I just saw an advertisement for pumpkin spice pizza. Things are officially out of hand.
Pumpkin pie spice — a modest but delicious blend of cinnamon, nutmeg, ginger, allspice and cloves — first came out in the 1950s, because people back then still did their own cooking, and also pumpkin by itself tastes really nasty.
Then, in 2003, Starbucks put pumpkin spice in a latte, and from there it grew and grew until it became as ridiculously overblown as its big sisters, Posh Spice and Scary Spice.
I went to the grocery store last week and loaded up on pumpkin spice products. It was 80 degrees outside and I was wearing sandals, but I was determined to celebrate the taste of fall.
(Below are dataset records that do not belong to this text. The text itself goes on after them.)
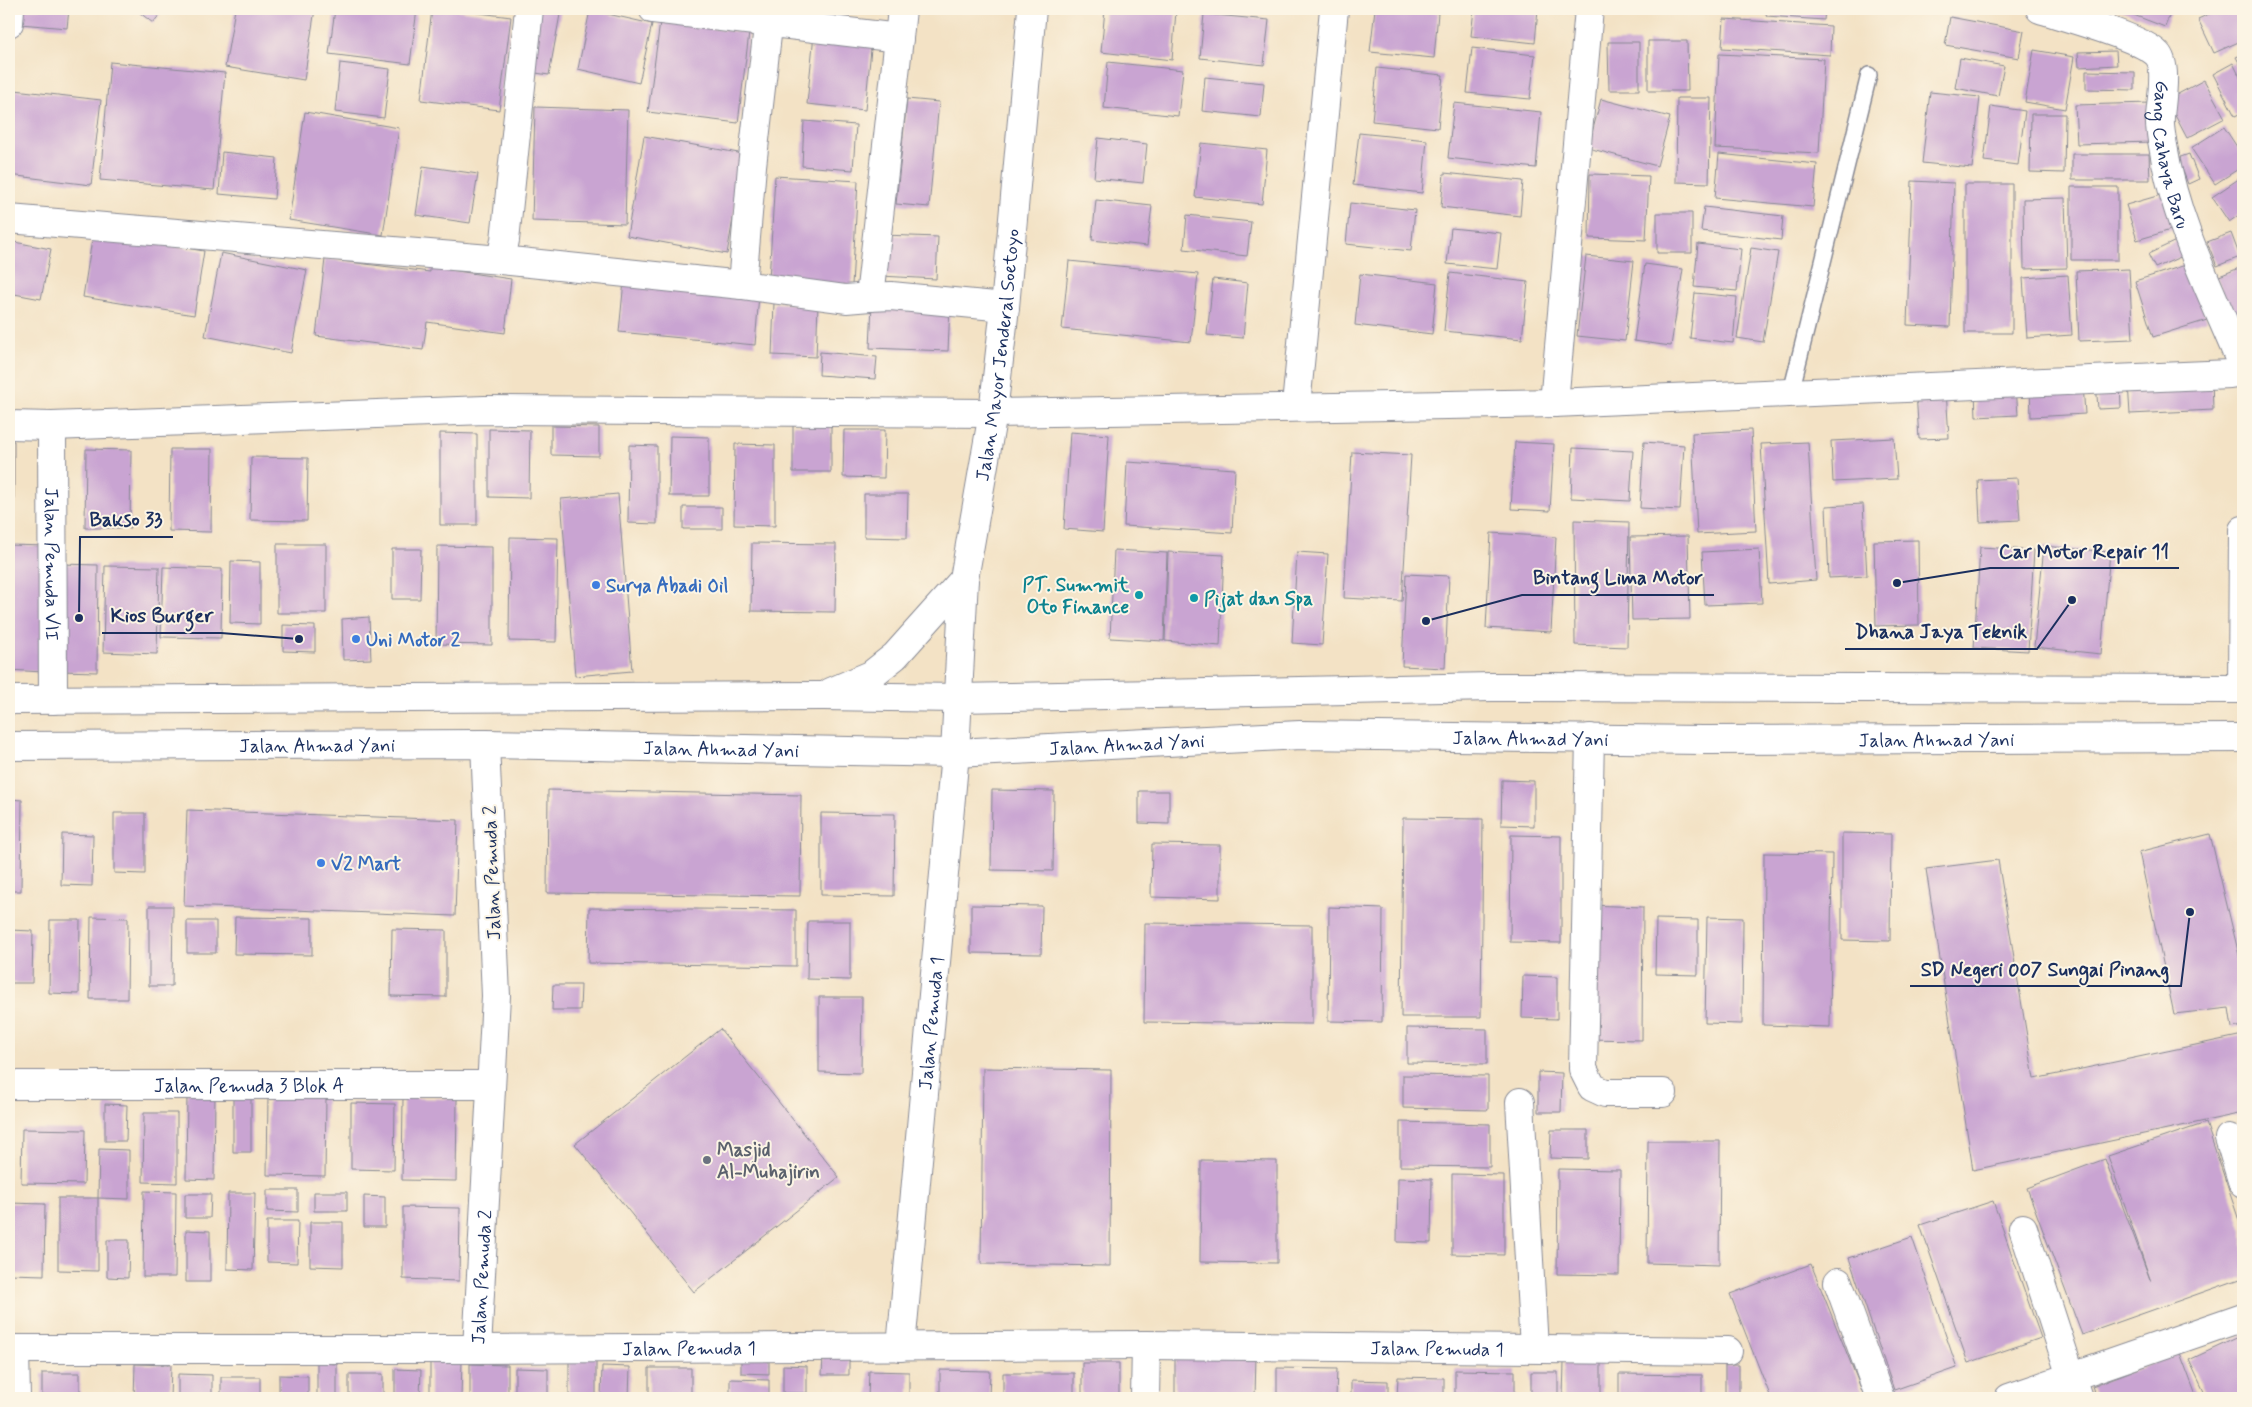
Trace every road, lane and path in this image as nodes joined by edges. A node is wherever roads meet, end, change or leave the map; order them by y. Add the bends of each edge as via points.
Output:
1 (10, 9) edge
2 (529, 9) edge
3 (653, 9) edge
4 (902, 9) edge
5 (1032, 9) edge
6 (1334, 9) edge
7 (1589, 9) edge
8 (2040, 9) edge
9 (769, 16) edge
10 (9, 24) edge
11 (899, 38) junction
12 (1869, 75) dead end
13 (9, 219) edge
14 (501, 260) junction
15 (742, 285) junction
16 (870, 297) junction
17 (1005, 307) junction
18 (2243, 368) edge
19 (2243, 372) edge
20 (1791, 392) junction
21 (1554, 403) junction
22 (1296, 406) junction
23 (993, 413) junction
24 (9, 425) edge
25 (52, 426) junction
26 (2243, 530) edge
27 (964, 578) junction
28 (2243, 693) edge
29 (823, 696) junction
30 (958, 698) junction
31 (9, 700) edge
32 (53, 700) junction
33 (1590, 738) junction
34 (2243, 738) edge
35 (485, 744) junction
36 (9, 746) edge
37 (955, 752) junction
38 (9, 1085) edge
39 (490, 1085) junction
40 (1663, 1093) dead end
41 (1520, 1102) dead end
42 (2229, 1138) dead end
43 (2243, 1184) edge
44 (2023, 1228) dead end
45 (1838, 1282) dead end
46 (2243, 1317) edge
47 (1146, 1345) junction
48 (901, 1347) junction
49 (1534, 1348) junction
50 (12, 1349) edge
51 (477, 1349) junction
52 (1728, 1351) dead end
53 (2074, 1388) edge
54 (16, 1398) edge
55 (1145, 1398) edge
56 (1880, 1398) edge
57 (2009, 1398) edge

1 - 10 street
2 - 14 street
3 - 9 street
4 - 11 street
5 - 17 street, Jalan Mayor Jenderal Soetoyo
6 - 22 street
7 - 21 street
8 - 18 street, Gang Cahaya Baru via 2128,38 2153,50 2161,59 2163,90 2160,118 2174,195
9 - 11 street
9 - 15 street
11 - 16 street
12 - 20 lane
13 - 14 street
14 - 15 street
15 - 16 street via 846,299
16 - 17 street via 892,296
17 - 23 street, Jalan Mayor Jenderal Soetoyo
19 - 20 street
20 - 21 street
21 - 22 street
22 - 23 street
23 - 25 street via 485,410
23 - 27 street, Jalan Mayor Jenderal Soetoyo
24 - 25 street
25 - 32 street, Jalan Pemuda VII
26 - 28 street
27 - 29 street via 895,656 871,675
27 - 30 street, Jalan Mayor Jenderal Soetoyo
28 - 30 street via 1492,687
29 - 30 street
29 - 32 street
30 - 37 street, Jalan Pemuda 1
31 - 32 street
33 - 34 street, Jalan Ahmad Yani
33 - 37 street, Jalan Ahmad Yani via 1300,735
33 - 40 street via 1583,1069 1592,1087 1605,1093
35 - 36 street, Jalan Ahmad Yani
35 - 37 street, Jalan Ahmad Yani
35 - 39 street, Jalan Pemuda 2 via 496,996
37 - 48 street, Jalan Pemuda 1
38 - 39 street, Jalan Pemuda 3 Blok A
39 - 51 street, Jalan Pemuda 2
41 - 49 street
42 - 43 street
44 - 53 street
45 - 56 street
46 - 53 street
47 - 48 street, Jalan Pemuda 1
47 - 49 street, Jalan Pemuda 1
47 - 55 street
48 - 51 street, Jalan Pemuda 1
49 - 52 street, Jalan Pemuda 1
50 - 51 street, Jalan Pemuda 2
50 - 54 street
53 - 57 street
I came home with pumpkin spice cereals, pumpkin spice donut holes, pumpkin spice granola bars, pumpkin spice tea, pumpkin spice candies, pumpkin spice ice cream. Twenty things in all.
And then I sat down and tried them all.
I started my day off right with pumpkin spice instant oatmeal. I usually top my oatmeal with fresh fruit, but I couldn’t think of a fruit that goes with pumpkin. Instead I put some pecans on top, thinking two pie flavors would be better than one. I was wrong.
The pumpkin spice Frosted Mini Wheats didn’t taste like pumpkin OR spice, but they did turn my milk orange.
The pumpkin spice Cheerios were pretty good, perhaps because they were one of the few products actually made with pumpkin. Some of the others contained “pumpkin powder” or “pumpkin flakes,” but I’m not sure that should count.
I had high hopes for the pumpkin pie Pop-Tarts. After all, a Pop-Tart is a little pie. But you know what you don’t find on a pumpkin pie? Frosting. Frosting with orange, yellow and brown sprinkles.
I also had high hopes for the pumpkin spice Oreos. I had to go to two stores to find those. They were golden Oreo cookies with a dark orange filling that didn’t taste anything like pumpkin. Or cinnamon. Or nutmeg. I checked the ingredient label and found one spice: “Paprika (for color).”
The Pepperidge Farm pumpkin spice cookies were a disgrace to the Milano name.
The Lindt pumpkin spice chocolate truffles and the Ghirardelli pumpkin spice caramel chocolate squares were a waste of perfectly good chocolate.
The pumpkin spice Hershey Kisses were not bad, although they looked like giant blobs of self-tanning lotion.
The Kraft pumpkin spice marshmallows didn’t even try to be orange, opting instead for light brown.
The worst, though, were the pumpkin pie M&Ms, which came in three shades: orange, wood and dirty undershirt. I didn’t know I was capable of spitting out an M&M.
The only remotely healthy thing I tried was Chobani pumpkin spice yogurt, flavored with pumpkin, cinnamon, nutmeg and a refreshing dose of lemon juice. I’d eat it again. Just not for a very long time.